Sequence database can be focused on subsets of all DNA, RNA or protein sequences ever documented. They might focus on particular organisms, species or animal families. As well as developmental stages of organisms or tissues.

Primary Archives

A small number of the sequence databases are utilized as primary archives for sequence data. The sequences recorded in these databases have been submitted by basic researchers from academic, industrial and sequencing labs.

Primary ucleotide sequence repositories are GenBANK, EMBL, DDJB. The nucleotide repostiories are developed in collaboration and therefore contain the same records. The sites however differ at the user interface.

The primary protein sequence repositories are Swiss-Prot and PIR. Swiss-Prot has now merged with TrEMBL in the database known as UniProt that also contains data from PIR..

Secondary Archives

Secondary databases are those which derive additional information from the data in the primary databases This includes the TrEMBL database which contains all proteins predicted from genomic sequences within the primary nucleotide database EMBL. To predict these proteins, the coding regions of the nucleotide sequence must be known or predicted. This depends on accurately identifying the reading frame for the nucleotide sequence or generating all possible translated frames.
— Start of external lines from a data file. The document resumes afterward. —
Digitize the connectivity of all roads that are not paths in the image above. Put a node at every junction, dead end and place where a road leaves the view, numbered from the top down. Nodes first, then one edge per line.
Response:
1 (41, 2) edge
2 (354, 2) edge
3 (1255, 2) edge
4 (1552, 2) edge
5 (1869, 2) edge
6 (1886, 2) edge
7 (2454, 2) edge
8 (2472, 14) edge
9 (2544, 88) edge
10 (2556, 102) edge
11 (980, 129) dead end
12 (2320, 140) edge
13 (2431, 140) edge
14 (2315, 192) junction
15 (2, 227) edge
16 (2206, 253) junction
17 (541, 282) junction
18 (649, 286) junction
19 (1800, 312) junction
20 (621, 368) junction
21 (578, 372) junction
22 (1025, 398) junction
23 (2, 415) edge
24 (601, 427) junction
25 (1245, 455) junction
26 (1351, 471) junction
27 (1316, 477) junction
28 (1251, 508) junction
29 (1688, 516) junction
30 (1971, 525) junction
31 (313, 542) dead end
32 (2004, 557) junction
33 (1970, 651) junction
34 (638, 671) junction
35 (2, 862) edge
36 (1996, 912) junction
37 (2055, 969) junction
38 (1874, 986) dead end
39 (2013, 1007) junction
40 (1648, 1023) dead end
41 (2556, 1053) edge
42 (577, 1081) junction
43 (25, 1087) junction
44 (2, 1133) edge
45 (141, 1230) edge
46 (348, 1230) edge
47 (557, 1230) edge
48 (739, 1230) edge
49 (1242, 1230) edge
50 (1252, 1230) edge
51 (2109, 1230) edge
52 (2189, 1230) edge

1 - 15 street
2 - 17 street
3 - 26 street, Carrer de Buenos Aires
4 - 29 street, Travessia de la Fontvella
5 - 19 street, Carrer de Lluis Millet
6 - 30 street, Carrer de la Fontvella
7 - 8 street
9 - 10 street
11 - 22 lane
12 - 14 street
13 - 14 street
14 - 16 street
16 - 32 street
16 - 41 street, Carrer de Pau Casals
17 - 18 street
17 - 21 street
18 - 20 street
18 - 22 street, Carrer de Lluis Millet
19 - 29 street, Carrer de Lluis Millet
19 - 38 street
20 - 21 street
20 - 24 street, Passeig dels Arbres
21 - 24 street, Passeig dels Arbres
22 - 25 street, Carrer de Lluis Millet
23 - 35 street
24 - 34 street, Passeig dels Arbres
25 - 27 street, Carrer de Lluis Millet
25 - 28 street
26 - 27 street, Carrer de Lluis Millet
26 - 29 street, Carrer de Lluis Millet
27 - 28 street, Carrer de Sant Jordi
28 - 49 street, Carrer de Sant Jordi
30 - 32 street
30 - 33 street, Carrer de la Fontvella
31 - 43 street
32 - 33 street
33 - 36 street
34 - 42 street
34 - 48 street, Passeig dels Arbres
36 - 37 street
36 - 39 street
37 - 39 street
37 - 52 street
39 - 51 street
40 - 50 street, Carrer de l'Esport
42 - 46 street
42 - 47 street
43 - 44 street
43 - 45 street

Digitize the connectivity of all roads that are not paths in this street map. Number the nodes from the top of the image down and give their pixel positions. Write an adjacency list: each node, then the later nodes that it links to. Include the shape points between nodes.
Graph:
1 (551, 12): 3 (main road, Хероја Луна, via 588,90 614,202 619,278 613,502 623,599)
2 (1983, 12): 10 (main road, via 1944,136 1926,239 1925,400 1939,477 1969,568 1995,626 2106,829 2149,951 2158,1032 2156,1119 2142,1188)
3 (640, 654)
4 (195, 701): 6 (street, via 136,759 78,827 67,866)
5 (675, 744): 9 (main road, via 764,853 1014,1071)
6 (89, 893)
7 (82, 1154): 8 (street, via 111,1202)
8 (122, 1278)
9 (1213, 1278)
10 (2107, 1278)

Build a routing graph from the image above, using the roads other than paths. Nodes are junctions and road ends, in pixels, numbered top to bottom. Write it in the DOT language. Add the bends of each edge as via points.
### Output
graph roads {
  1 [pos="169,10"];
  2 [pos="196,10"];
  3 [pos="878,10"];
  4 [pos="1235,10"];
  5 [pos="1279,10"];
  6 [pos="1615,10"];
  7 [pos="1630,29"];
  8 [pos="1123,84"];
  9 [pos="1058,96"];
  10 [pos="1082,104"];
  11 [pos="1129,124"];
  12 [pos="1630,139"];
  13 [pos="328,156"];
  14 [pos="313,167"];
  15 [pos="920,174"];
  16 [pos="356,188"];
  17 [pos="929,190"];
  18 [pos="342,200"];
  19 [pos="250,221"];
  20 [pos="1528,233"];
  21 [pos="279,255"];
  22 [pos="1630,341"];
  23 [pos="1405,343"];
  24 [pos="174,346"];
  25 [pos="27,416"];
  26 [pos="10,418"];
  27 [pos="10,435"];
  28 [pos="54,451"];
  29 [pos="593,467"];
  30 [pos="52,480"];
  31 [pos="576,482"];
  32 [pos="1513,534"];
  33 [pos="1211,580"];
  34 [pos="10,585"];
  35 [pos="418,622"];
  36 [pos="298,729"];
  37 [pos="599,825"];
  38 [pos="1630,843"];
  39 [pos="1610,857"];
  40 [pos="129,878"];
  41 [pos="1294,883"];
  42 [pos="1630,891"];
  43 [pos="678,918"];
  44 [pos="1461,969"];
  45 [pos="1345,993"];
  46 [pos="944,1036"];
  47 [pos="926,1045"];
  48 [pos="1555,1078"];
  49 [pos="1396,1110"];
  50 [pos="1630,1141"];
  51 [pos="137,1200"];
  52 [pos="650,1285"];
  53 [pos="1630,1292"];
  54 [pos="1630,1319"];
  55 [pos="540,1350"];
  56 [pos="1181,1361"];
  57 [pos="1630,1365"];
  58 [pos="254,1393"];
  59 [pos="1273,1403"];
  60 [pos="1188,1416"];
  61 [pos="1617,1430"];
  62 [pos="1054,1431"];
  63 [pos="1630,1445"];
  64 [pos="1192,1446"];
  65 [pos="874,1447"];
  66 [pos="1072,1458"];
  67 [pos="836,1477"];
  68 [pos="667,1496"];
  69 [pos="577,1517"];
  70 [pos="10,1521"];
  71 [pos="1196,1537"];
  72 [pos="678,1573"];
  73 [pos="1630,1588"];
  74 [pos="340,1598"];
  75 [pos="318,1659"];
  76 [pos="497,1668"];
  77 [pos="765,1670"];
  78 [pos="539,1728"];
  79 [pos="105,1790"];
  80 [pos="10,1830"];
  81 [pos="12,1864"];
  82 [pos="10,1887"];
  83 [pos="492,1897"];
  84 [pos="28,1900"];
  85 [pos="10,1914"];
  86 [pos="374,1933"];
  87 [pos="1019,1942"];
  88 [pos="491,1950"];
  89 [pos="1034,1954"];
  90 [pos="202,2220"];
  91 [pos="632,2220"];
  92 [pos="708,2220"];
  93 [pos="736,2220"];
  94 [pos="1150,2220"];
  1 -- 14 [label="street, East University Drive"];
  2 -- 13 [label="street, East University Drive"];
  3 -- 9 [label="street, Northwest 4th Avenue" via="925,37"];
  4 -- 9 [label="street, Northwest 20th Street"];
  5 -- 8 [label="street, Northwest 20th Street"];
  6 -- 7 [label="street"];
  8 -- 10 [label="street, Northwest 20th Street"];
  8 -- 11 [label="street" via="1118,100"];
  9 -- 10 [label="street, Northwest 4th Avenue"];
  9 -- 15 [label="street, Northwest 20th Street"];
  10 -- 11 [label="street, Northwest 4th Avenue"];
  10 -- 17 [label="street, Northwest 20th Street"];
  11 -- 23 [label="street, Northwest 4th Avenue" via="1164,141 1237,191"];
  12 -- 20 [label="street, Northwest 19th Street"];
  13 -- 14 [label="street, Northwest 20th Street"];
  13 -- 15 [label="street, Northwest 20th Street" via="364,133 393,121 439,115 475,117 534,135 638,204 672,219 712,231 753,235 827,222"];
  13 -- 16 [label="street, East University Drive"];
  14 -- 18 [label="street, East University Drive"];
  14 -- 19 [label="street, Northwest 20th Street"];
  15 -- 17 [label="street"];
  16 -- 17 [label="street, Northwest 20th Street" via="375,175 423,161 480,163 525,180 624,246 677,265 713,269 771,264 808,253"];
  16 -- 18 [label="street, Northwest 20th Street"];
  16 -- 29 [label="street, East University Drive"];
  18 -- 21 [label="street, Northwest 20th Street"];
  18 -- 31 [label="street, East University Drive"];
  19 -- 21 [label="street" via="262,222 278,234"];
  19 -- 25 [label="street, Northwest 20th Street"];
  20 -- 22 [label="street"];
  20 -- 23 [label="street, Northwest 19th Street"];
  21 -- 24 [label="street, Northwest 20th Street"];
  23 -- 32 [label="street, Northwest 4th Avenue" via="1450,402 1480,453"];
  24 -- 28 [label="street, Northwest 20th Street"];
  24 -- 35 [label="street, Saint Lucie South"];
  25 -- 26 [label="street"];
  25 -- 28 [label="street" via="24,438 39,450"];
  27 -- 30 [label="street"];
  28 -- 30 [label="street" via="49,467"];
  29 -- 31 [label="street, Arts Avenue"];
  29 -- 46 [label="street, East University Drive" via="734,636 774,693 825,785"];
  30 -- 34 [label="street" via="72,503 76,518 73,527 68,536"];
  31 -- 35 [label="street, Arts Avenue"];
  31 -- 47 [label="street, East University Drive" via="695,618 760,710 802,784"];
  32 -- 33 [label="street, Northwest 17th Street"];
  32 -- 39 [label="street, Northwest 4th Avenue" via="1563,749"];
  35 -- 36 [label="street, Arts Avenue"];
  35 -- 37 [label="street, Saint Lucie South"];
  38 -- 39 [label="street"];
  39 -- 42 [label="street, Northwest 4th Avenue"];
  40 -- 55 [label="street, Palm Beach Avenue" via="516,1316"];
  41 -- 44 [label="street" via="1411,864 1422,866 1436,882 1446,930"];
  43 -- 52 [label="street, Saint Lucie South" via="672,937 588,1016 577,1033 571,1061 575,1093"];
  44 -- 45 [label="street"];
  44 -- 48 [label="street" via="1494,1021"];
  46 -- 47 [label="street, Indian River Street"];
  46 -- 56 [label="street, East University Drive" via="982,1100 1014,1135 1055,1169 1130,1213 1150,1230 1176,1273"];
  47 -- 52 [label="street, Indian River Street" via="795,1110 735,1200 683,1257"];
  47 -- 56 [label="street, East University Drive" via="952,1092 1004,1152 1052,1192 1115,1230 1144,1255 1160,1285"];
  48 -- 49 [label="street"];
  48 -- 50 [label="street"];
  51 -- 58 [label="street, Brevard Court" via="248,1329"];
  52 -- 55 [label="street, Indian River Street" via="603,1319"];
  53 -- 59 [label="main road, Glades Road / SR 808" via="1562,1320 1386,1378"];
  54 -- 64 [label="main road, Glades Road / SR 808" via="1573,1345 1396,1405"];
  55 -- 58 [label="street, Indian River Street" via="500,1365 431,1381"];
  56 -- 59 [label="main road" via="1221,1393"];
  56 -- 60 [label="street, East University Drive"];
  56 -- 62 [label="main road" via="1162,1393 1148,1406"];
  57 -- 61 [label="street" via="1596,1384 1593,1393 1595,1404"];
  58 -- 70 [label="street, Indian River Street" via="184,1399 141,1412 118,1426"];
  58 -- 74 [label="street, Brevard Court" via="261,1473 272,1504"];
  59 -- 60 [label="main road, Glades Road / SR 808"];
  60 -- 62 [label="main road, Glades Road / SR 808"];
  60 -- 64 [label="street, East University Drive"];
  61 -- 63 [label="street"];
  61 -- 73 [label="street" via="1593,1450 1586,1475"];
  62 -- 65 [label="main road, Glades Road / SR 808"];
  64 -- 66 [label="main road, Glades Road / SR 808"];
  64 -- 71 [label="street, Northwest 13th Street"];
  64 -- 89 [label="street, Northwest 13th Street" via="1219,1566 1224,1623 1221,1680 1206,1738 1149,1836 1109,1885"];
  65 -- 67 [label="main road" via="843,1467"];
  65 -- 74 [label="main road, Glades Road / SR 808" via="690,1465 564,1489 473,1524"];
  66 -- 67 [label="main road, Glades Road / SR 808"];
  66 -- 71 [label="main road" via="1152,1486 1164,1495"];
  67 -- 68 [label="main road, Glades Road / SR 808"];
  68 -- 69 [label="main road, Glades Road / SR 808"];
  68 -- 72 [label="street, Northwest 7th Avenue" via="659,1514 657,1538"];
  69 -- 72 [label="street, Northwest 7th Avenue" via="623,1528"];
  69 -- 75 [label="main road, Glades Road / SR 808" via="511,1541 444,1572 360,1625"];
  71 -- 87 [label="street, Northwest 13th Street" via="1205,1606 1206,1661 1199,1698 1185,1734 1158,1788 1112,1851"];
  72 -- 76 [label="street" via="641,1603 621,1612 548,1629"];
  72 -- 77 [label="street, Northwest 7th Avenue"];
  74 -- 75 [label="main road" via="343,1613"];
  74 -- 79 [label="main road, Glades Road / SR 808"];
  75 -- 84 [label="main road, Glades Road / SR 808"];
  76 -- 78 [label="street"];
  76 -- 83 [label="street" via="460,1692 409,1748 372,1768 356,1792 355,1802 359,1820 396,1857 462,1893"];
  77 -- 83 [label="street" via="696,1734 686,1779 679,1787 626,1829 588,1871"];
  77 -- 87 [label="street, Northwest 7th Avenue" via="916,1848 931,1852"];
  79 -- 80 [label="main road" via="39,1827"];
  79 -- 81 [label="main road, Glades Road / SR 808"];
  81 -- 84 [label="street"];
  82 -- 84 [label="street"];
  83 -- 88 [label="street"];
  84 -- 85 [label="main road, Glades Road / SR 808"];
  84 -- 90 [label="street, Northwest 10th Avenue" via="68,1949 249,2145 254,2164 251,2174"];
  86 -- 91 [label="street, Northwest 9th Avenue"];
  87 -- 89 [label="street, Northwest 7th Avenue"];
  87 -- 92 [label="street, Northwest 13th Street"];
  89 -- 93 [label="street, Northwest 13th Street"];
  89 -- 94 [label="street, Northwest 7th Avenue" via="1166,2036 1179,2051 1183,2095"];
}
Protein family and domain databases also fall into the category of secondary archives. The sequences stored within the primary databases are used to generate multiple sequence alignments from which family and domain classifications are made.

Additional databases make use of or link to primary archives that do not focus on nucleotide or amino acid sequences. These databases include protein itneractions, network and pathway databases that might be implicitly considered secondary archives. However, they are typically considered their own categories.